Did you have a baby who would eat almost any fruit or vegetable you put in front of them? And then BAM almost overnight they started refusing just about everything? Or maybe your older kid is just not that into veggies?
Annoying isn’t it?
Avery (2yr 9mo) has always been more cautious around vegetables, but is an absolute fruit fiend, so I didn’t worry about his disinterest in veg (you can get all essential nutrition from other foods so it’s no biggie if they only have fruit).
So when he suddenly started skipping on fruit too it was super annoying. My parent brain started to freak out a little. Whenever I notice myself getting twitchy about what A is or isn’t eating, I try to check in with my nutritionist brain and ask myself is this really a big deal?
Taking a step back and looking at this from a nutritionist’s perspective helps me chill out. I hear from parents all the time that their kid doesn’t eat any fruit or veg. The parent (totally understandably) freaks out and starts to consult Kid Food Instagram and learns that they should sneak or hide veggies in sauces and muffins, or stick tiny star topped toothpicks in pineapple chunks.
I’ve talked a lot about why these cheap tricks don’t/can’t/won’t work if feeding is coming from a place of fear, control, and pressure.
When I objectively look at the diet of a child where the parent reports no fruit and veg, this is rarely the case. Even when kids are super selective. And it’s so easy to see why adults get confused about this - when what we see on Instagram is kids chugging green juices and roasted broccoli and mthrfckn PEAS in school lunchboxes - we lose sight of what actually counts as a portion of fruit and veg.
So, I wanted to share a {non exhaustive but more realistic} list of kid-friendly foods that help meet your kids 5-a-day in hopes that it helps you figure out if your kid really isn’t getting enough fruit and veg, or whether, if you zoom out a bit, it’s actually fine. Remember that a ‘portion’ of fruit and veg is roughly the size of their palm (which is probably way less than what you thought they needed!).
Now, if we want to get technical about this {because I can already feel the angry DMs coming}, the NHS advises that only one portion per day of bean thing, dried fruit, and fruit juice/smoothie ‘counts’ towards one of your 5-a-day. And sure, if your kid is able to eat a wider variety of foods, if you can afford it (which a lot of people can’t), or if you don’t have any other number of circumstances that make this really hard, then yeah, that would be *ideal*. But until someone fixes capitalism and colonialism, well, that’s not going to happen for everyone. So this is your friendly neighbourhood nutritionist telling you that if your kid is double dipping, I’m OK with that.
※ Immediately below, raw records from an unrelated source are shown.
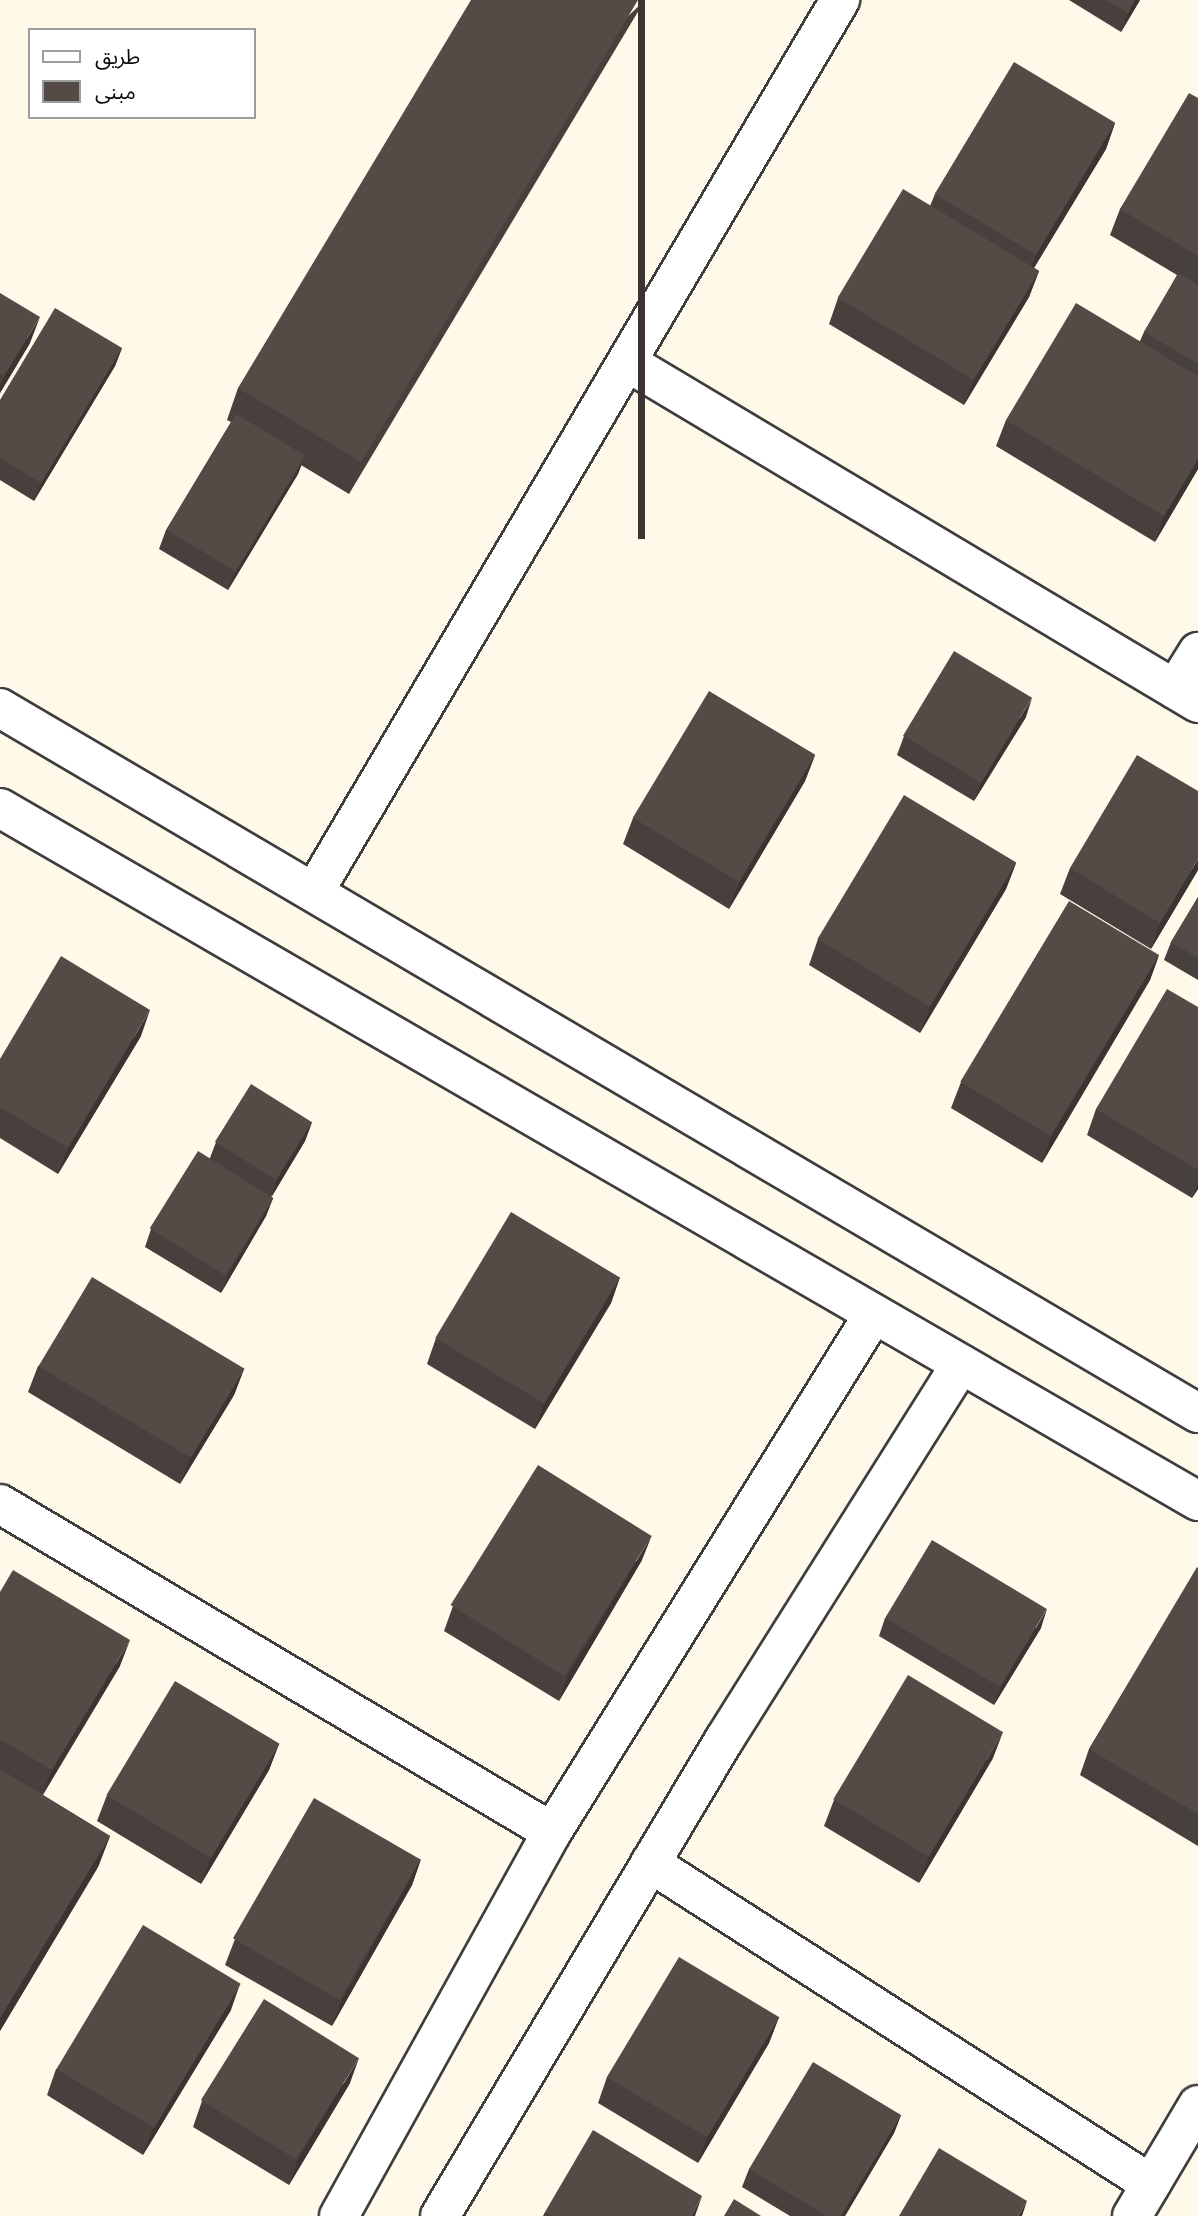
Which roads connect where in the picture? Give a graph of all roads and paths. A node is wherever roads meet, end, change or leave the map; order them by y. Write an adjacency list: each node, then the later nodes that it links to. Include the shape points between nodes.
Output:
1 (841, 0): 2 (street)
2 (627, 362): 4 (street); 7 (street)
3 (1198, 652): 4 (street)
4 (1187, 696)
5 (0, 708): 7 (street)
6 (0, 808): 8 (street)
7 (314, 892): 10 (street)
8 (873, 1315): 9 (street); 13 (street)
9 (960, 1365): 11 (street); 14 (street)
10 (1198, 1413)
11 (1198, 1501)
12 (0, 1504): 13 (street)
13 (552, 1832): 17 (street)
14 (650, 1863): 16 (street); 18 (street)
15 (1198, 2105): 16 (street)
16 (1152, 2184): 19 (street)
17 (339, 2216)
18 (440, 2216)
19 (1132, 2216)

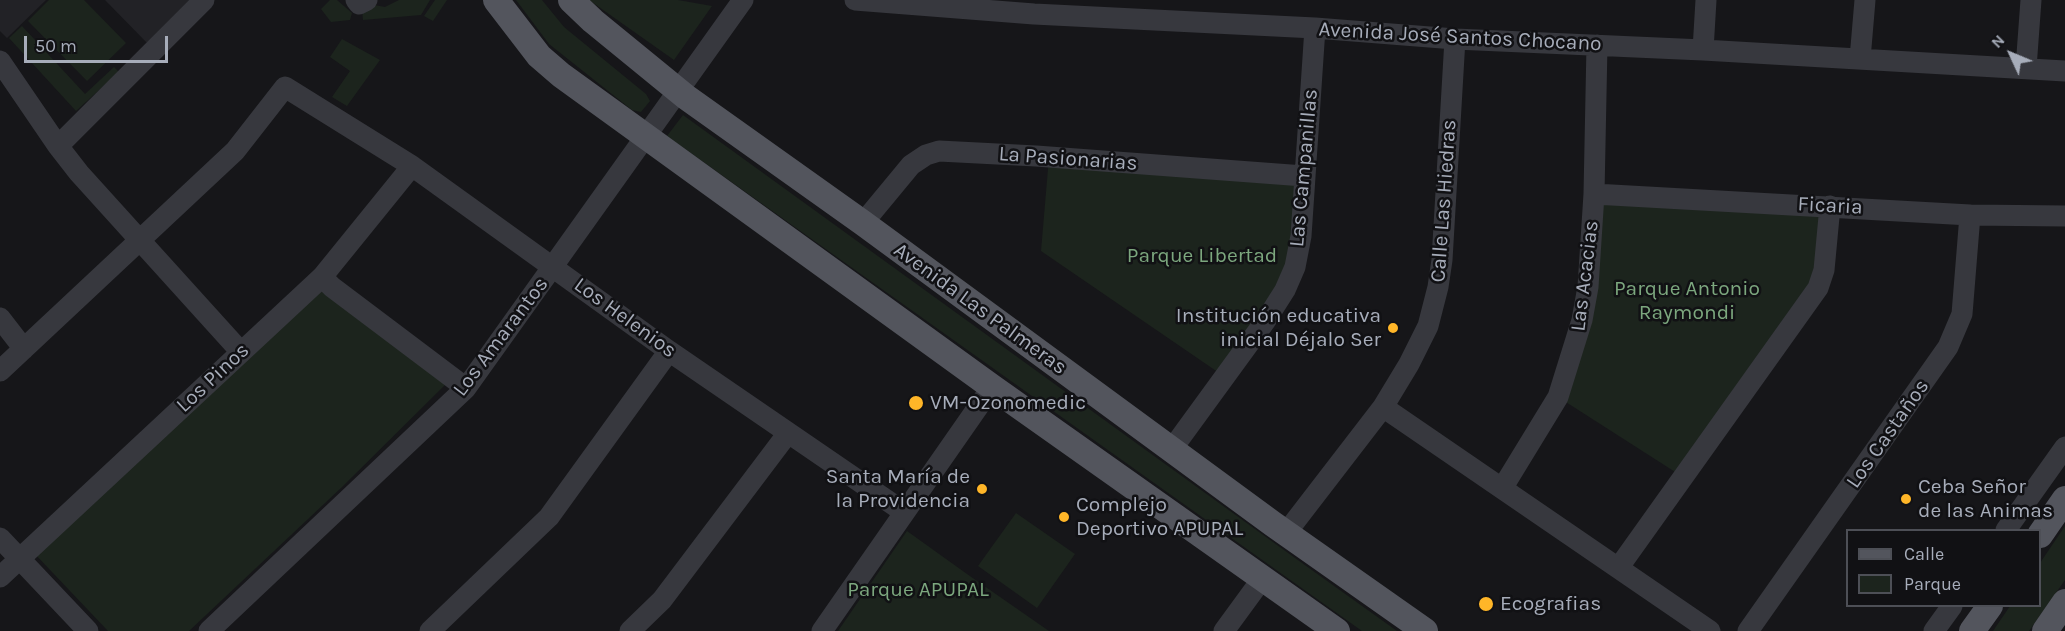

It’s rough out there, so do what you need to do to make this easier.
Ok, so what if you have zoomed way the fuck out, and looked at my list and think to yourself, my kid still really isn’t eating any fruit or veg (or you think they might not be getting enough)?
Keep reading for some ideas:
1. DO NOT PANIC.
I know, I know. So much easier said than done. But the panic to pressure pipeline is a slip-n-slide. When we are feeling stressed about what our kids are, or aren’t eating, we bring that to the table, it shows up as overt pressure “just try a bite of peas and then you can have your ice cream”. Or more subtle pressure - watching their every move to see if they take a bite of peas. Kids are so perceptive to our weird vibes that if you’re feeling anxious at the table, they’ll pick up on it and anxiety kills kids' appetites.
If it feels accessible to you, grounding yourself before getting to the table/meal, and showing up calm can make a big difference here (don’t hit me 🫣)
And, in case it offers some reassurance.
For *most* kids - quitting all fruit and veg is typically a blip. Most of them will get over their bullshit on their own, without you doing anything. Give it a couple of weeks and see what happens. Also, kids can do pretty well on what seems like a really restrictive diet - even kids who struggle the most with food, who have a pretty limited diet usually eat at least some fortified foods (like cereals/bread products) which go a long way to help meet their needs. And, it goes without saying that if you’re worried, please reach out for support from a responsive feeding professional (who ideally has a weight-inclusive and anti-diet perspective). They can do an assessment and figure out where their gaps are (if there are any) and how you can plug them.
If they’re taking a decent kids A-Z type multivitamin, it will help cover their bases in the short-term and offer you a bit of relief too. And if they are, generally speaking, getting some foods from other groups (dairy, meat & beans, grains & starches, some fats) then that will go a long way to support their needs.
If your kiddo is not taking a supplement and you’d like to introduce one, especially if your kiddo is neurodivergent or you suspect there is something a bit more than just casual kid food fuckery going on then be cautious introducing a supplement. If they are old enough, involve the kid in the process and pick supplements with similar sensory qualities to preferred foods - taste, texture, colour. Cartoon characters can help too!